One of the Navy’s most respected ship handlers will be laid to rest Tuesday in Maryland.
Retired Capt. Albert Lee Kaiss died in his Hagerstown home on July 25 from natural causes. He was 78.
Although best known as the 20th and 23rd commander of the battleship Missouri, Kaiss served on numerous vessels after graduating from the University of Maryland in 1962.
They included the dock landing ship Alamo, the destroyer escorts Lester and Charles Berry, the destroyer Henry B. Wilson and the frigate McCandless, where he served as the executive officer.

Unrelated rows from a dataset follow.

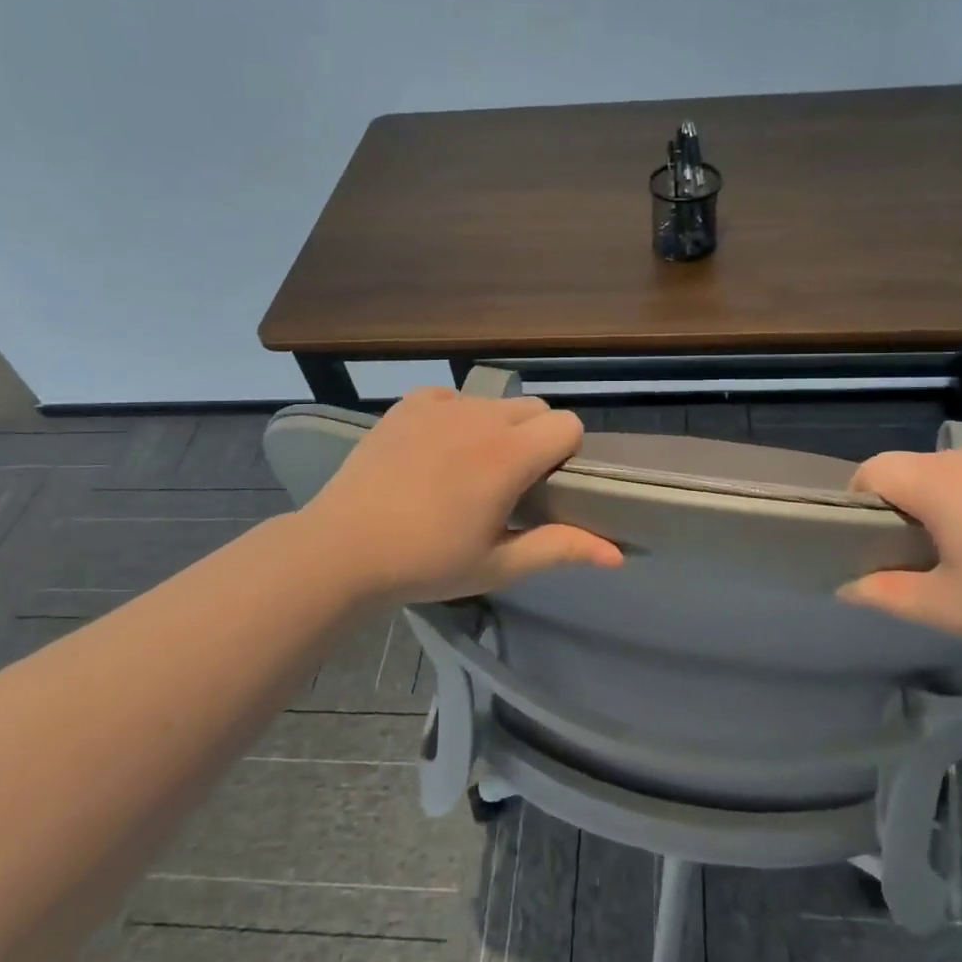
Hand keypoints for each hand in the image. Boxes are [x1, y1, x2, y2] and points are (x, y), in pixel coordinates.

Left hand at [300, 388, 622, 604]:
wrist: (343, 548)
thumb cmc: (426, 562)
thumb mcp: (498, 564)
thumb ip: (561, 548)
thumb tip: (618, 554)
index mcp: (509, 455)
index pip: (568, 424)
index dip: (566, 454)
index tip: (544, 487)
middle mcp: (481, 416)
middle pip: (536, 409)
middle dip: (536, 440)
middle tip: (508, 484)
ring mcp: (442, 404)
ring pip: (496, 402)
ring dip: (498, 428)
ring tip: (467, 469)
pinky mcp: (410, 403)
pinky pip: (454, 397)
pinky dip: (457, 417)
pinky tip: (436, 451)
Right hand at [838, 448, 961, 657]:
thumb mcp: (950, 609)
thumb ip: (889, 595)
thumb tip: (847, 588)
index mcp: (940, 485)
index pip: (875, 469)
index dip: (861, 497)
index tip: (872, 535)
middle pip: (921, 470)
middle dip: (913, 504)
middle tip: (931, 553)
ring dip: (960, 501)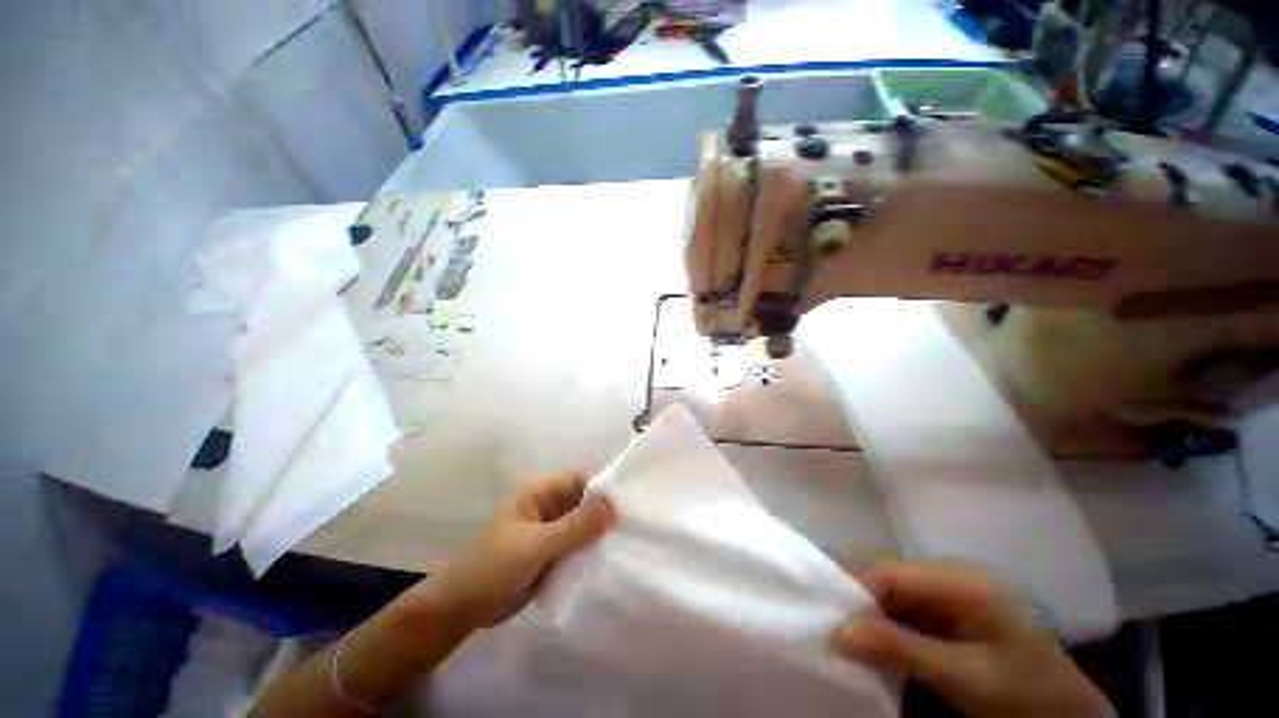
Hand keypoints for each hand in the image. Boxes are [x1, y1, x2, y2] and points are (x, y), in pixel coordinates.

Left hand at [416, 471, 614, 629]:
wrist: (459, 611)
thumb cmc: (492, 568)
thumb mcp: (536, 545)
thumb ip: (575, 526)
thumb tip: (613, 507)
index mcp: (538, 492)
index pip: (578, 480)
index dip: (601, 489)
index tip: (627, 505)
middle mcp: (546, 507)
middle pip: (582, 502)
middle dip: (603, 513)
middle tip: (632, 527)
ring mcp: (548, 531)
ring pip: (581, 525)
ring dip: (598, 534)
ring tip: (626, 544)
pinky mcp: (550, 553)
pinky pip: (575, 546)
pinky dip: (589, 551)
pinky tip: (608, 561)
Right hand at [833, 561, 1112, 717]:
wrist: (1067, 714)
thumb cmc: (1025, 693)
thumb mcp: (966, 677)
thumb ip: (903, 650)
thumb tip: (839, 632)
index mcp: (962, 580)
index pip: (892, 572)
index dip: (854, 588)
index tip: (824, 613)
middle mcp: (950, 577)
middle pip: (888, 577)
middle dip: (855, 597)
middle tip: (824, 620)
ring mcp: (948, 594)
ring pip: (891, 592)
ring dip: (865, 612)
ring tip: (837, 630)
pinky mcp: (946, 613)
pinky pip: (902, 610)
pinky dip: (881, 623)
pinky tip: (866, 639)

The surface warfare officer commanded the destroyer Paul F. Foster and the Belknap-class destroyer leader and cruiser William H. Standley before taking the helm of the recommissioned battleship Missouri in early 1985, according to the USS Missouri Association.

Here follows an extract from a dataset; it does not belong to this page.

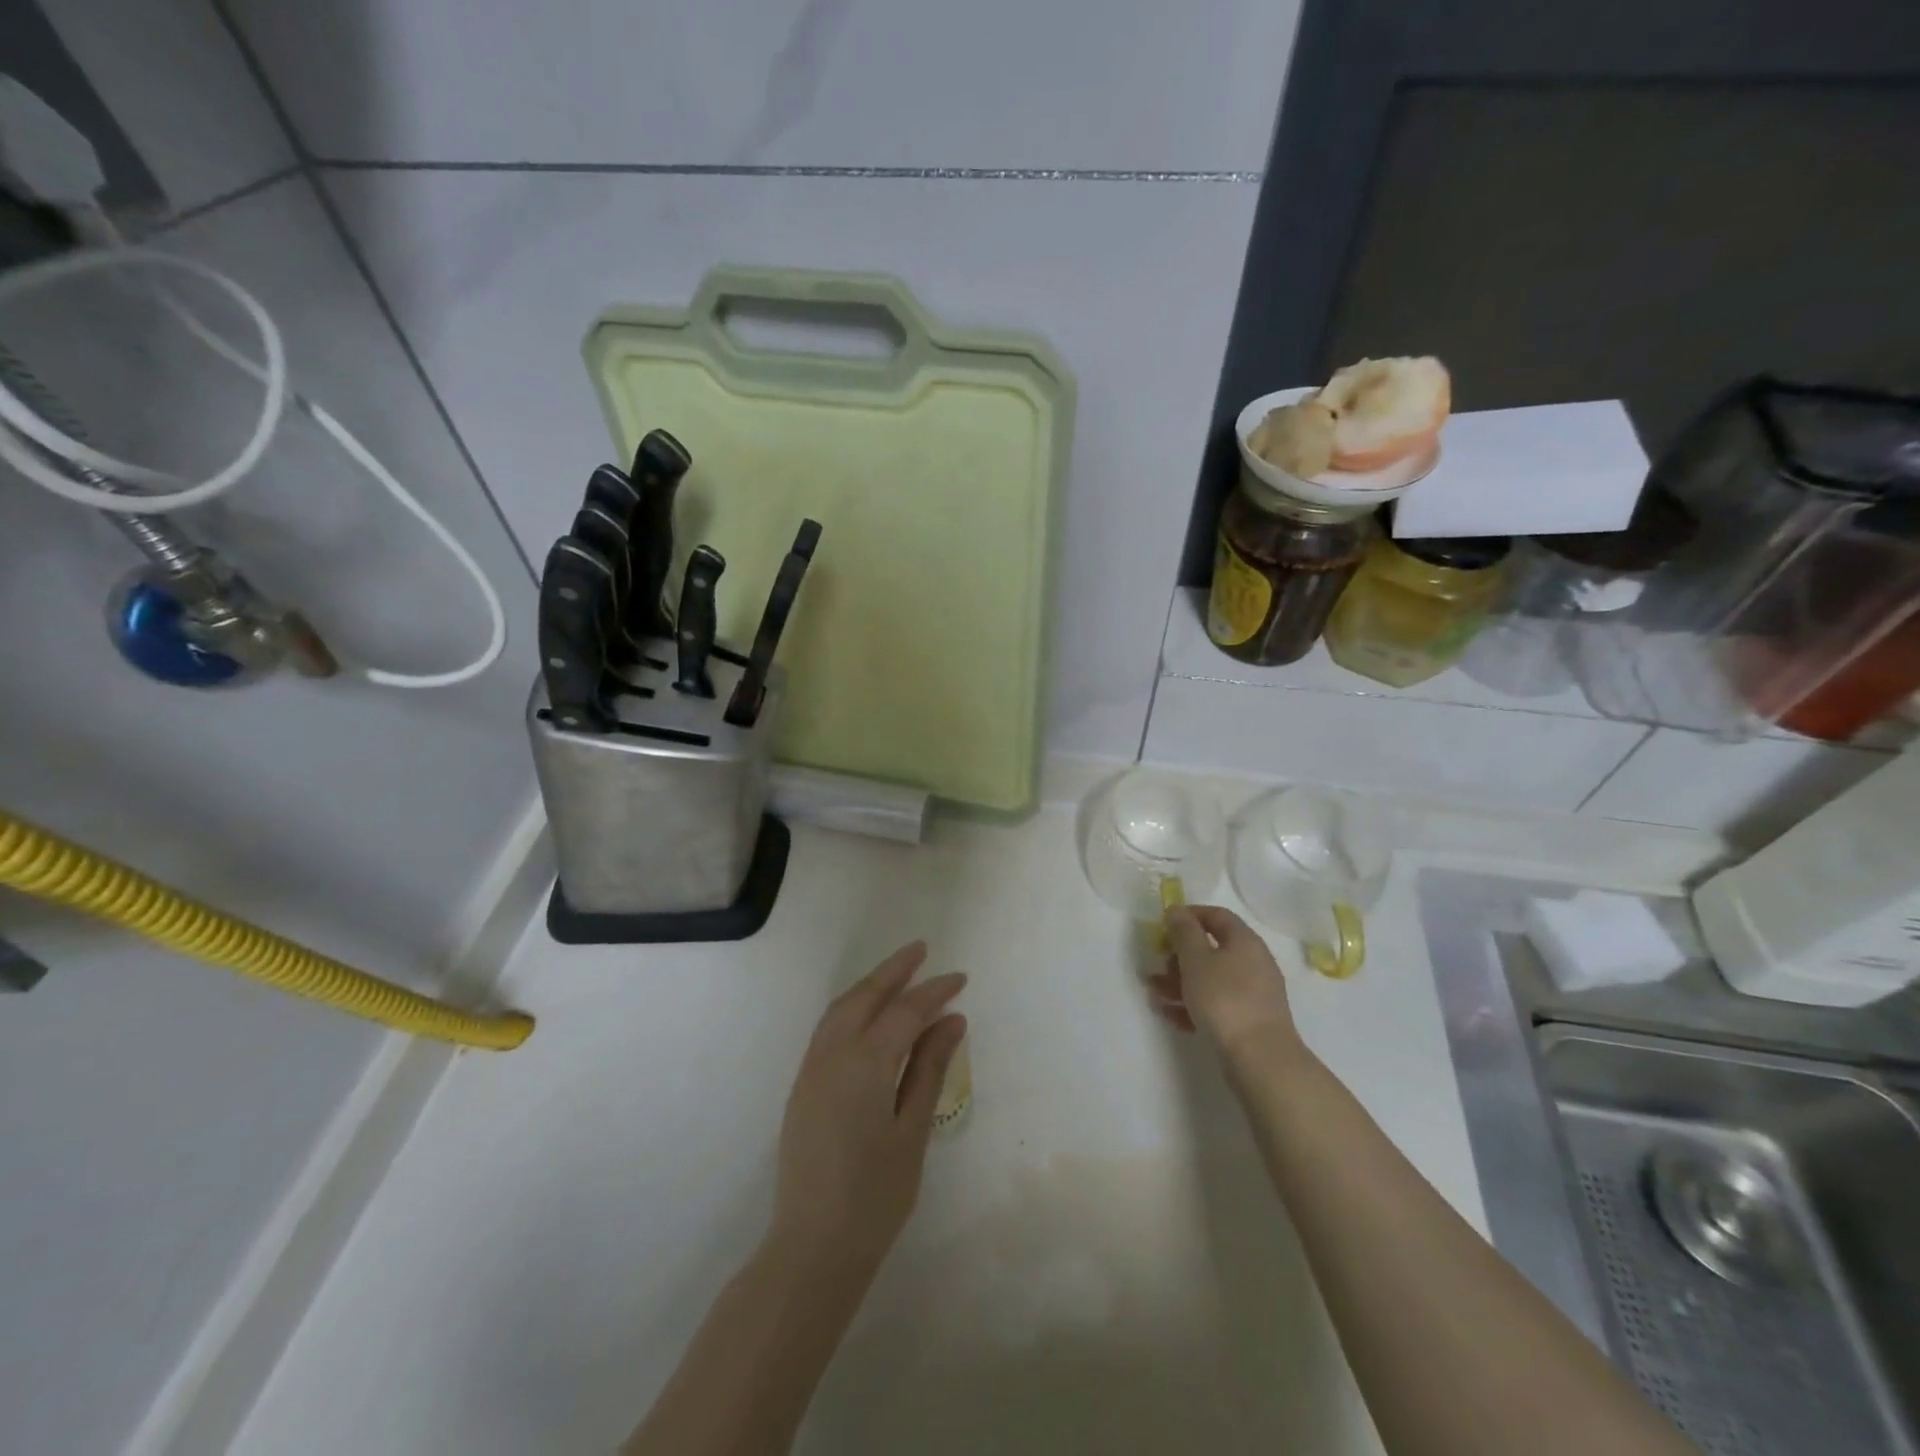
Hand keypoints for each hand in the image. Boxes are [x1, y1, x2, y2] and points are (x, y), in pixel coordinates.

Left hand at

The warship where Gen. Douglas MacArthur received Japan’s unconditional surrender in 1945, the “Mighty Mo” had been mothballed for nearly three decades, even languishing as a museum relic, before the Pentagon ordered it revamped to star in President Ronald Reagan’s 600-ship Navy.
Unfortunately, a heart condition temporarily forced Kaiss into other duties. He commanded the mission task element of the hospital ship Mercy and served as Naval Surface Force’s assistant chief of staff for warfare and tactics before getting cleared in 1990 to return to sea duty.
He took the helm of the Missouri again during the battleship’s final years of active service.
That included the Missouri’s pummeling of Iraqi targets with both Tomahawk cruise missiles and naval gunfire in 1991. It was the first time the warship’s 16-inch guns had been fired since 1953 during the Korean War.
Capt. Kaiss was the commander on March 31, 1992, who ordered his XO to “haul down the colors" in Long Beach, California, decommissioning the Missouri for the second time.
Two days later, Kaiss followed the Mighty Mo into retirement.
“He was generous,” his daughter Julie Laing told Navy Times. “His family always came first and his ship was second — even though he loved that ship, the USS Missouri."
A highly-decorated combat veteran of wars in Vietnam and the Persian Gulf, his personal awards included multiple Legions of Merit and the Bronze Star for Valor. Kaiss was proud of his service, but he never bragged about it, Laing said.
“That’s what set him apart. He was always more about taking care of his crew than winning accolades. He loved to teach and he loved to solve problems," she said.
After retiring, Kaiss joined Scientific Atlanta and then a string of other companies so that he could mentor and train Navy officers in shiphandling and safety on the San Diego waterfront.
In a 2007 essay in “Proceedings,” the magazine of the U.S. Naval Institute, Kaiss urged the Navy to raise surface warfare officer training up to the levels enjoyed by aviators and submariners.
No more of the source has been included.